#### Task directions:
From the first line of the data below through the line holding "ring pip: (1004, 856)", output each line exactly and leave the pictures out.

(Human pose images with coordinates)
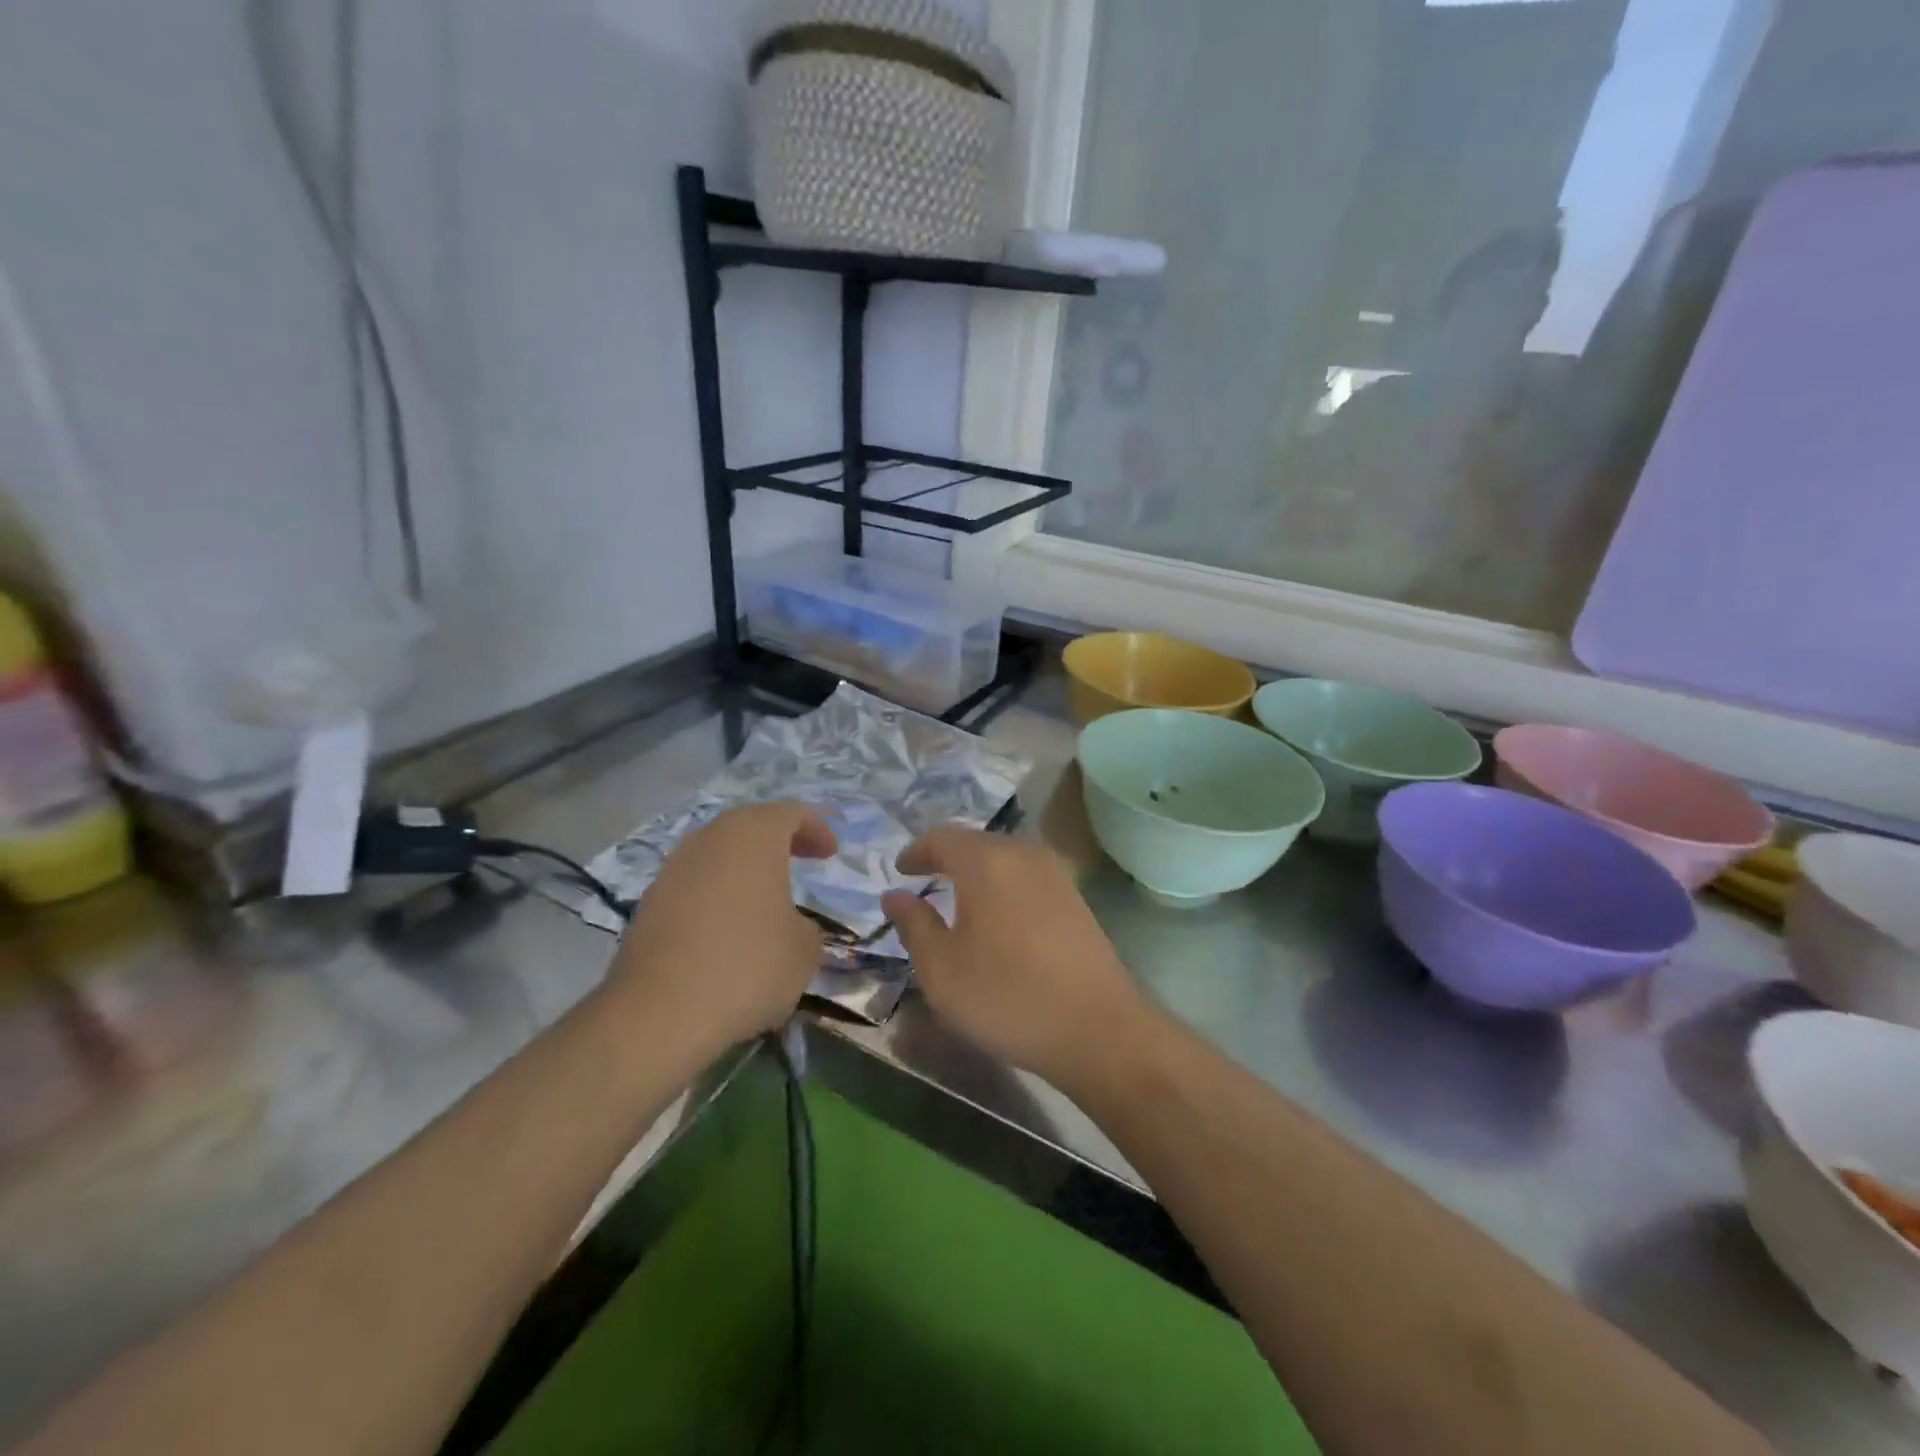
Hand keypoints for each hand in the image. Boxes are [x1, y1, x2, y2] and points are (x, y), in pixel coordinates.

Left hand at [607, 802, 834, 1052]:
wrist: (659, 1013)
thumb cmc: (748, 965)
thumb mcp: (804, 948)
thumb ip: (805, 926)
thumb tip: (788, 927)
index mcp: (752, 836)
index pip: (790, 813)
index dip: (815, 828)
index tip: (830, 854)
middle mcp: (709, 840)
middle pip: (749, 826)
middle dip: (778, 842)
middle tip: (802, 861)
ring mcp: (672, 871)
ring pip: (717, 855)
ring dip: (744, 870)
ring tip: (765, 899)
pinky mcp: (648, 905)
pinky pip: (694, 887)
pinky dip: (717, 896)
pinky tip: (728, 931)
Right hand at [881, 828, 1145, 1090]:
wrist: (1098, 1028)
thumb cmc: (1007, 996)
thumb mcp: (942, 969)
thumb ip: (914, 924)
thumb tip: (894, 894)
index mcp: (985, 861)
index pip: (941, 837)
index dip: (916, 852)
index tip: (900, 871)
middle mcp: (1022, 853)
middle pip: (975, 842)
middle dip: (946, 857)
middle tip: (925, 880)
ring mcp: (1055, 873)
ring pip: (1004, 856)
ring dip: (977, 870)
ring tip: (959, 898)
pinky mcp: (1075, 896)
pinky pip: (1026, 875)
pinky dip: (1003, 884)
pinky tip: (999, 915)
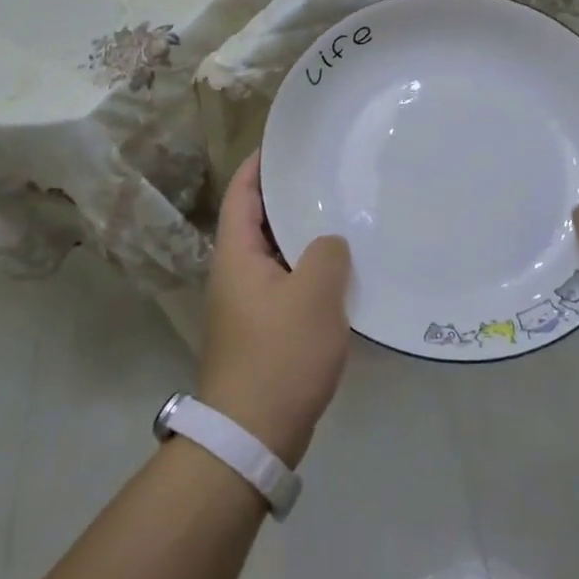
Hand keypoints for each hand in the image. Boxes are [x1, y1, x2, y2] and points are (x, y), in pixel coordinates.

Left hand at [198, 152, 352, 466]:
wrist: (253, 434)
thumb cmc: (280, 354)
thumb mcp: (314, 295)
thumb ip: (327, 253)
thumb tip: (329, 244)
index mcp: (236, 255)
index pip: (242, 194)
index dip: (259, 165)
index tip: (286, 144)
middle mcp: (236, 273)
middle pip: (258, 221)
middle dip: (289, 198)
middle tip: (328, 176)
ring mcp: (248, 304)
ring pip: (276, 255)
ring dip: (303, 237)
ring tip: (342, 216)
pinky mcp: (263, 330)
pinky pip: (287, 284)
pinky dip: (309, 271)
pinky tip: (342, 272)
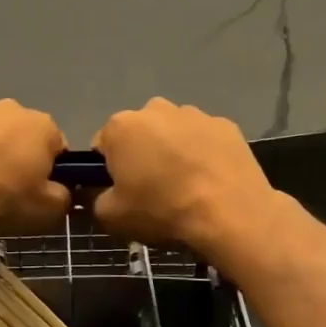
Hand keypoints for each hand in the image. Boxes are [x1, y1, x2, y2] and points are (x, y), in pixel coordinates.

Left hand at [0, 100, 70, 235]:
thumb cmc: (0, 197)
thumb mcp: (46, 210)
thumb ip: (63, 198)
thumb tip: (59, 192)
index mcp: (42, 125)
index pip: (57, 147)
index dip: (51, 172)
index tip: (37, 194)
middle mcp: (10, 109)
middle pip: (22, 137)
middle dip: (17, 159)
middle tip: (6, 193)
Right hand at [92, 98, 281, 266]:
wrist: (231, 214)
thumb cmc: (163, 211)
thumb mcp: (111, 217)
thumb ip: (95, 199)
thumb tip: (99, 191)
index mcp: (121, 126)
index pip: (103, 145)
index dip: (109, 170)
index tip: (123, 191)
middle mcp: (155, 109)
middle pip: (139, 133)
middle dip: (142, 155)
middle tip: (155, 190)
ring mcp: (194, 114)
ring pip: (173, 133)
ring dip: (173, 151)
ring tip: (187, 186)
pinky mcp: (225, 125)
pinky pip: (204, 139)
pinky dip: (204, 154)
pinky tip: (211, 180)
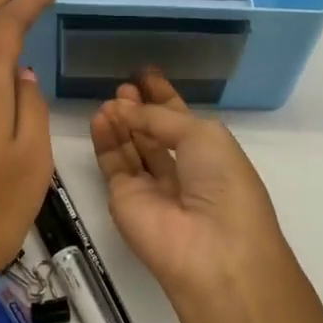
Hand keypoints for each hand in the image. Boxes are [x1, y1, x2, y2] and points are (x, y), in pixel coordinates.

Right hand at [90, 69, 289, 313]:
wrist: (211, 248)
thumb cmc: (222, 184)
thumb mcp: (202, 136)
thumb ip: (161, 117)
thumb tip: (126, 106)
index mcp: (211, 155)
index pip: (182, 121)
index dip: (165, 98)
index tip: (146, 74)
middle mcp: (182, 171)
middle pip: (155, 134)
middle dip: (140, 108)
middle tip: (124, 85)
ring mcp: (151, 188)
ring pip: (131, 147)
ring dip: (121, 121)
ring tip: (110, 98)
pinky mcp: (124, 200)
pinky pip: (113, 164)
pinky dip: (106, 140)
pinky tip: (101, 117)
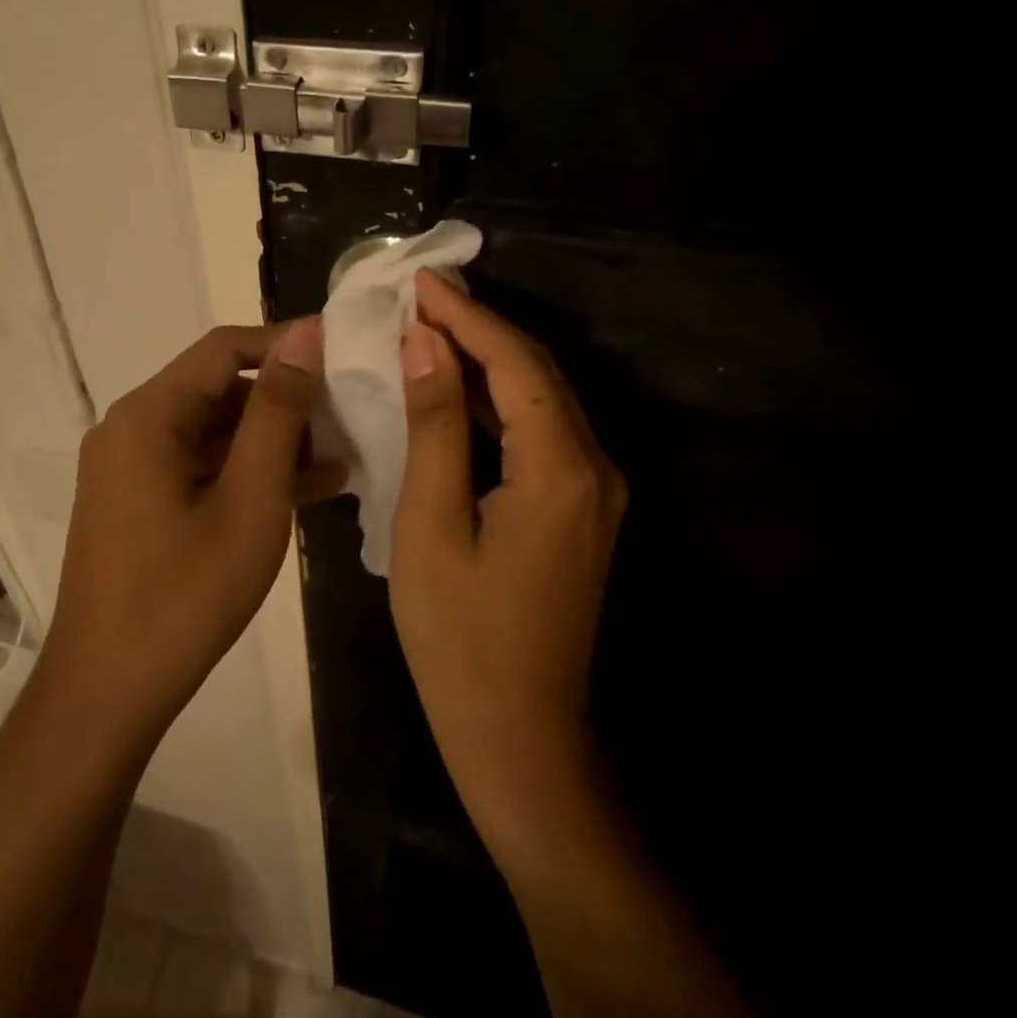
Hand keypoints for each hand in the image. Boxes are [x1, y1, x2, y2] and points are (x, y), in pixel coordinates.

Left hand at [43, 319, 336, 742]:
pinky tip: (310, 488)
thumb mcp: (250, 499)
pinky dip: (250, 472)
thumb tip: (304, 336)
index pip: (226, 348)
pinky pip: (203, 467)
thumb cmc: (185, 595)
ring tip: (343, 454)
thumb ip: (278, 412)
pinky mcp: (141, 502)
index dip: (287, 343)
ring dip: (275, 440)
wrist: (108, 693)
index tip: (344, 353)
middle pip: (220, 389)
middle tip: (351, 413)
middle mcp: (133, 428)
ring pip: (216, 431)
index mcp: (149, 415)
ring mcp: (133, 468)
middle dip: (287, 399)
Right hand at [391, 272, 627, 839]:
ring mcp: (594, 493)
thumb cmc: (459, 637)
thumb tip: (427, 346)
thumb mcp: (431, 523)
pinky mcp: (581, 513)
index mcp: (560, 468)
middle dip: (481, 328)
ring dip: (490, 362)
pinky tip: (460, 391)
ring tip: (435, 328)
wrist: (519, 735)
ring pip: (542, 401)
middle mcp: (594, 469)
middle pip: (537, 374)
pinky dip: (500, 405)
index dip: (468, 317)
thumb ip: (435, 426)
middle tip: (424, 296)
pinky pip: (541, 436)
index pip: (515, 363)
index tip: (422, 282)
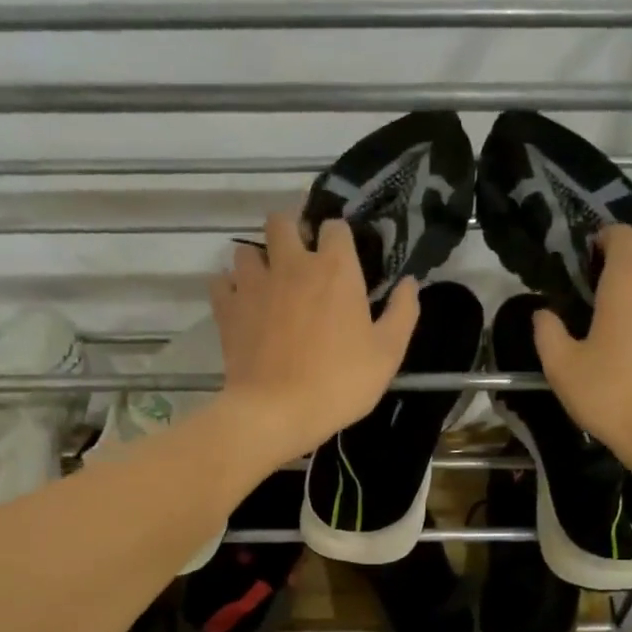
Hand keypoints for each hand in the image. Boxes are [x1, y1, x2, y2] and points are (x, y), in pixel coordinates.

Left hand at [209, 215, 418, 464]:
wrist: (278, 411)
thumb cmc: (340, 382)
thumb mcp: (388, 353)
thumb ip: (403, 312)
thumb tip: (410, 283)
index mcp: (335, 268)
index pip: (335, 226)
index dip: (339, 237)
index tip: (343, 257)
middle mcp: (291, 264)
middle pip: (282, 221)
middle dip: (291, 231)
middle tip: (300, 259)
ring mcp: (254, 284)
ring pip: (246, 249)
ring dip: (258, 260)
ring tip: (268, 284)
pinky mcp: (228, 308)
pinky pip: (221, 282)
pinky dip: (230, 289)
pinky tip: (242, 305)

#### Exercise solution:
Hand keypoints for each hand in the image. Boxes are [x1, y1, x2, y2] and points are (x, y), in pixel coordinates.

Left hand at [607, 802, 834, 1052]:
wrist: (659, 1013)
thumb cmc: (748, 965)
thumb mcp: (804, 948)
thumb ip: (805, 926)
thumb tip: (788, 927)
index mcp: (752, 836)
index pip: (790, 813)
index dip: (815, 828)
index tip: (830, 854)
middle mcp: (709, 840)
middle pip: (749, 826)
middle dip: (778, 842)
middle tip: (802, 861)
ring mcp: (672, 871)
ring pip: (717, 855)
ring dip: (744, 870)
ring tip: (765, 899)
pinky mcp: (648, 905)
pinky pip: (694, 887)
pinky dip: (717, 896)
pinky tip: (728, 931)
Right hand at [881, 828, 1145, 1090]:
wrist: (1098, 1028)
thumb cmc: (1007, 996)
thumb mcp: (942, 969)
thumb ip: (914, 924)
thumb tip: (894, 894)
index mcp: (985, 861)
index pip: (941, 837)
index dip: (916, 852)
index tip: (900, 871)
middle mcp: (1022, 853)
middle pip: (975, 842)
middle dip: (946, 857)
middle tip: (925, 880)
ring mcp: (1055, 873)
ring pip: (1004, 856)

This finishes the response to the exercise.